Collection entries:
##############################

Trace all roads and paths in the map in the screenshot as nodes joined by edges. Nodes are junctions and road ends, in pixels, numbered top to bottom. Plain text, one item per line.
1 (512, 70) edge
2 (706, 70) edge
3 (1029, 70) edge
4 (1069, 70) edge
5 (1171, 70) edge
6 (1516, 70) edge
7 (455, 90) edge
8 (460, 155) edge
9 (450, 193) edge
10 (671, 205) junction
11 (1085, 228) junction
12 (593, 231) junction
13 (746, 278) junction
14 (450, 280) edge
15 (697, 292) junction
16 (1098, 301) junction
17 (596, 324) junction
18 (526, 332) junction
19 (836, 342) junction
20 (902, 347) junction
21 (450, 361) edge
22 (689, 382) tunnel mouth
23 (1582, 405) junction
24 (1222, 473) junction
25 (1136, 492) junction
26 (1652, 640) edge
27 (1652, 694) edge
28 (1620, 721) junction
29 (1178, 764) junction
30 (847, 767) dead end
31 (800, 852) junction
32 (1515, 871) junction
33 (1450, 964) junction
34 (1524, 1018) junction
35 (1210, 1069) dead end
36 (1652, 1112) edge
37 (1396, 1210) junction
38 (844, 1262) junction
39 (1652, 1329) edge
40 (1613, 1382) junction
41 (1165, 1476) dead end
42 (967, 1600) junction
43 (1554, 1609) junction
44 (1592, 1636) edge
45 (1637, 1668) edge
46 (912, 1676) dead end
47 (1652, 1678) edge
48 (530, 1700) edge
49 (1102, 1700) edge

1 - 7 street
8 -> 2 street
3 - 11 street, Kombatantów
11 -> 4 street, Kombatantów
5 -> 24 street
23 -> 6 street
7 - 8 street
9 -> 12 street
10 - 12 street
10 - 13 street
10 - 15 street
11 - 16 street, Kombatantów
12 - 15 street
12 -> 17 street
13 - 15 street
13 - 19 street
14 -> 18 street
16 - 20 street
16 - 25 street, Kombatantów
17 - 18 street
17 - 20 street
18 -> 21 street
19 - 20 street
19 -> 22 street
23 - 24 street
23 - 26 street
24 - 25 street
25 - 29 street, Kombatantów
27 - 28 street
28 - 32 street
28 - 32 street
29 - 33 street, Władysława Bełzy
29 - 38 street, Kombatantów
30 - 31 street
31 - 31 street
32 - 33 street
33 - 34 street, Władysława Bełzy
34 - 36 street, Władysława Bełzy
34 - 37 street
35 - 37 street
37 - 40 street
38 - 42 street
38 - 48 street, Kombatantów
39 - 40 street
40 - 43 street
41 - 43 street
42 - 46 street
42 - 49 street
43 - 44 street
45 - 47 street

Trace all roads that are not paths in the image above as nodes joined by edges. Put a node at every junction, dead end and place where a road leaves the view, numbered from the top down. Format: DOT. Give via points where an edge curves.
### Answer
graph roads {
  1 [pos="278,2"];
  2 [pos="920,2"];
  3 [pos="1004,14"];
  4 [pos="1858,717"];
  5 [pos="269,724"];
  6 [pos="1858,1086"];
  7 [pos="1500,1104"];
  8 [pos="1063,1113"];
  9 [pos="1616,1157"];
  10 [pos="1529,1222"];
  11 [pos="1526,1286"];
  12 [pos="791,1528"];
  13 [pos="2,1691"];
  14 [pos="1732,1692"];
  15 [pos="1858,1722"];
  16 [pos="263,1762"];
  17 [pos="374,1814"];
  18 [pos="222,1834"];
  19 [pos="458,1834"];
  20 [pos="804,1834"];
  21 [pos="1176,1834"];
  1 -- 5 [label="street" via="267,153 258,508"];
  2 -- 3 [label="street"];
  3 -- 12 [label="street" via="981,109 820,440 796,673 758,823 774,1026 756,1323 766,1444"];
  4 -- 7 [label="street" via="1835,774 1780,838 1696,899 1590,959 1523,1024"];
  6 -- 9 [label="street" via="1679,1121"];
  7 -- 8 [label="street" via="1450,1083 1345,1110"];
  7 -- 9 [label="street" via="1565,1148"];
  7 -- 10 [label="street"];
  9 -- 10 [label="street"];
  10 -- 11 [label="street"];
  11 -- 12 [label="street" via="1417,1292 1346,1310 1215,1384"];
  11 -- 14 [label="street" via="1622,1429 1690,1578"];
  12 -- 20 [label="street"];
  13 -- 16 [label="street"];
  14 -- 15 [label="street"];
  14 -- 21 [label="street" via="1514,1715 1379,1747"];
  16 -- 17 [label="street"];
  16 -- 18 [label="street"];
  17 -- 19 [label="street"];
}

##############################

TASK BRIEF: Return all lines of the data in which the string "Kombatantów" appears.

EXPECTED OUTPUT:
3 - 11 street, Kombatantów
11 -> 4 street, Kombatantów
11 - 16 street, Kombatantów
16 - 25 street, Kombatantów
25 - 29 street, Kombatantów
29 - 38 street, Kombatantów
38 - 48 street, Kombatantów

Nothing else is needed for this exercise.